TASK INPUT Start Marker

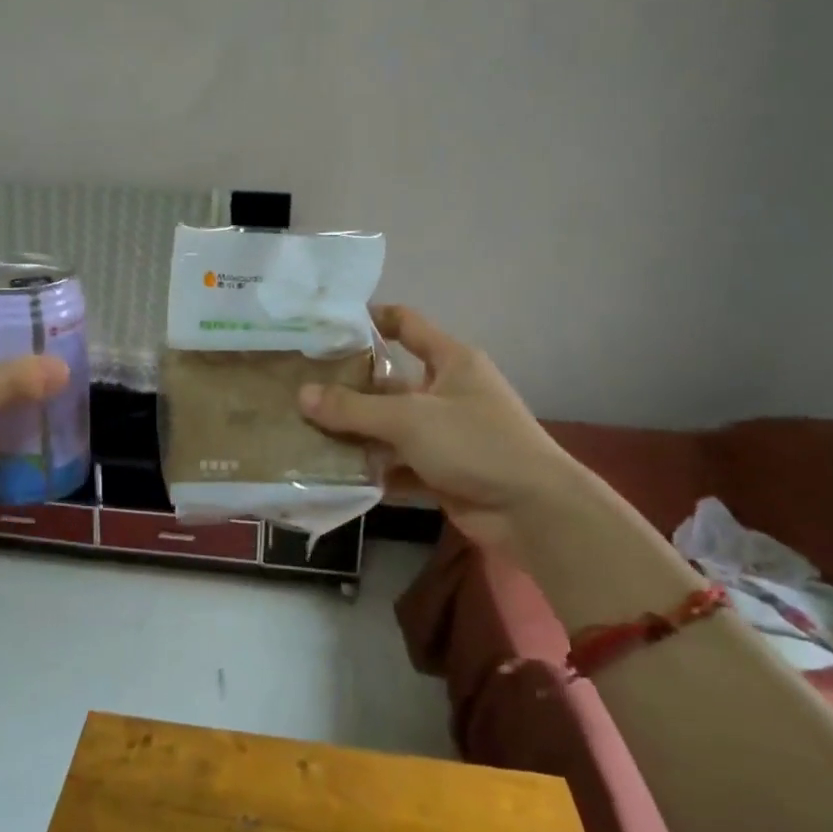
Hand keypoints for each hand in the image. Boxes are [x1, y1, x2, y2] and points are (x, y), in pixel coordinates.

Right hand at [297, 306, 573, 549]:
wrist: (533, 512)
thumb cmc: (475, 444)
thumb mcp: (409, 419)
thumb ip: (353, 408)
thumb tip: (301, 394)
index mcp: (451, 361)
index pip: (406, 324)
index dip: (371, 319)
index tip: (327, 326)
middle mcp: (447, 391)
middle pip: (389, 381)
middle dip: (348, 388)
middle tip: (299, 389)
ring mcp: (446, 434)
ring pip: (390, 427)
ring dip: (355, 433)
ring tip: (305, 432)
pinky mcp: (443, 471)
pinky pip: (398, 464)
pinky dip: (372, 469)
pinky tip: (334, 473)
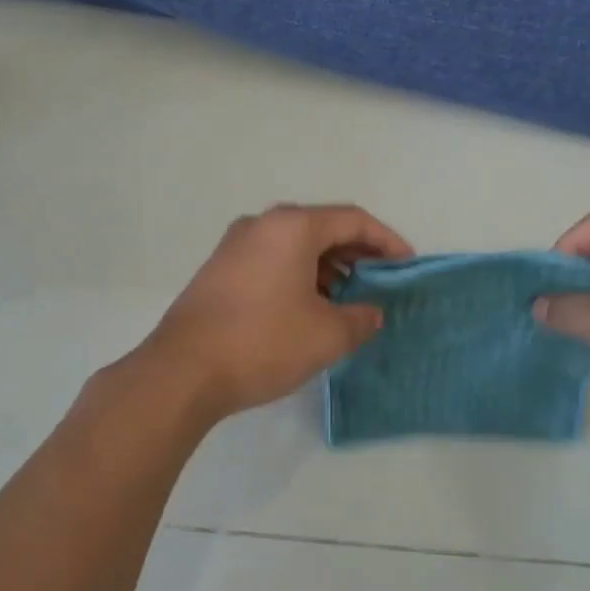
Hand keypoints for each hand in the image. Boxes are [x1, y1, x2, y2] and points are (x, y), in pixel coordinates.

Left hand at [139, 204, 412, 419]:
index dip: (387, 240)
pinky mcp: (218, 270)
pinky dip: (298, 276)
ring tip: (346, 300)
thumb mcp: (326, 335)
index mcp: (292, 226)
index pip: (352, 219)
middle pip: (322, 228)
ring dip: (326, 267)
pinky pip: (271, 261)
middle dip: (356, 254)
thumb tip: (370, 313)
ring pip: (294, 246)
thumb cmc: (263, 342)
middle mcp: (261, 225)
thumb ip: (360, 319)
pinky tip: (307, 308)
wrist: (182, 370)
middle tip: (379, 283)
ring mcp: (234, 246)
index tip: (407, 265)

TASK INPUT End Marker
TASK INPUT Start Marker

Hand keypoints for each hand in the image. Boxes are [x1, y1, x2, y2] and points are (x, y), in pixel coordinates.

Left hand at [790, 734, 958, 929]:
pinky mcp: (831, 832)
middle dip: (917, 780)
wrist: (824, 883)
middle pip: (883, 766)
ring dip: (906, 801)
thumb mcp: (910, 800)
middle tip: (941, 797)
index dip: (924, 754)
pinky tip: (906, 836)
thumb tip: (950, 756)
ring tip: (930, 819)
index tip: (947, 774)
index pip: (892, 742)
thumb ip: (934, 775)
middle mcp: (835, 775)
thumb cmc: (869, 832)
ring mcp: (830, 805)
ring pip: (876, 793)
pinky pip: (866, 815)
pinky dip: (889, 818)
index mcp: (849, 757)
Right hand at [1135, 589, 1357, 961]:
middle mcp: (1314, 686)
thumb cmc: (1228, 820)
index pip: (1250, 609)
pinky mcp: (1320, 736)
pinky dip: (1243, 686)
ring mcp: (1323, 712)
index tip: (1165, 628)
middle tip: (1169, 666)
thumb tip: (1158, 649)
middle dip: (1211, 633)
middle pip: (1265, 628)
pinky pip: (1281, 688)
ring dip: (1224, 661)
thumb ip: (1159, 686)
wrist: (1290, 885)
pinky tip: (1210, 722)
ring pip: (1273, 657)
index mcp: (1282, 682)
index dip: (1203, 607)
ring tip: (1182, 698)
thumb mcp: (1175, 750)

TASK INPUT End Marker
TASK INPUT Start Marker

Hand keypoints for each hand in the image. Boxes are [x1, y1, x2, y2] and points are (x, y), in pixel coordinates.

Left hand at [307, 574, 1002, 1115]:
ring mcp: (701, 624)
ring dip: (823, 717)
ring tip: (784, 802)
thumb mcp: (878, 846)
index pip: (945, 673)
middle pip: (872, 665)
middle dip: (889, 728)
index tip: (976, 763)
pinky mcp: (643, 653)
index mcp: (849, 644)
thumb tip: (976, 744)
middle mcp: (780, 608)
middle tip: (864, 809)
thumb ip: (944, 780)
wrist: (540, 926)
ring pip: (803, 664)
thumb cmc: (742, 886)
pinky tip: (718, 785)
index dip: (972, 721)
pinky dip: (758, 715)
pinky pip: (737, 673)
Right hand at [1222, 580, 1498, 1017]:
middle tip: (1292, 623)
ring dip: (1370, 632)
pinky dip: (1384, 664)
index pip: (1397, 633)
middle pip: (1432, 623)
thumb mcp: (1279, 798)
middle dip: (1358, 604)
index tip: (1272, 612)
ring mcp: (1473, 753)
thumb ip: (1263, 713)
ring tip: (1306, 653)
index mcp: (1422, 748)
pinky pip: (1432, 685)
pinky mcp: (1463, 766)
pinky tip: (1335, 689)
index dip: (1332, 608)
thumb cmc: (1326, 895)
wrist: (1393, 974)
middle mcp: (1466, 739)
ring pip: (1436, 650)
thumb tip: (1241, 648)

TASK INPUT End Marker

PROBLEM DESCRIPTION -> Which lines run from the one holding "ring dip: (1370, 632)" through the one holding "thumb tip: (1241, 648)" in the records above? Repeat them exactly, both included, and nothing more.

TASK ANSWER ->
ring dip: (1370, 632)
pinky dip: (1384, 664)
index pip: (1397, 633)
middle pip: (1432, 623)
thumb mcp: (1279, 798)
middle dip: (1358, 604)
index tip: (1272, 612)
ring mcp: (1473, 753)
thumb ip: (1263, 713)
ring tip: (1306, 653)
index mcp: (1422, 748)
pinky pip: (1432, 685)
pinky mcp: (1463, 766)
pinky tip: (1335, 689)
index dip: (1332, 608)
thumb cmc: (1326, 895)
wrist: (1393, 974)
middle mcp: (1466, 739)
ring pip: (1436, 650)
thumb tip: (1241, 648)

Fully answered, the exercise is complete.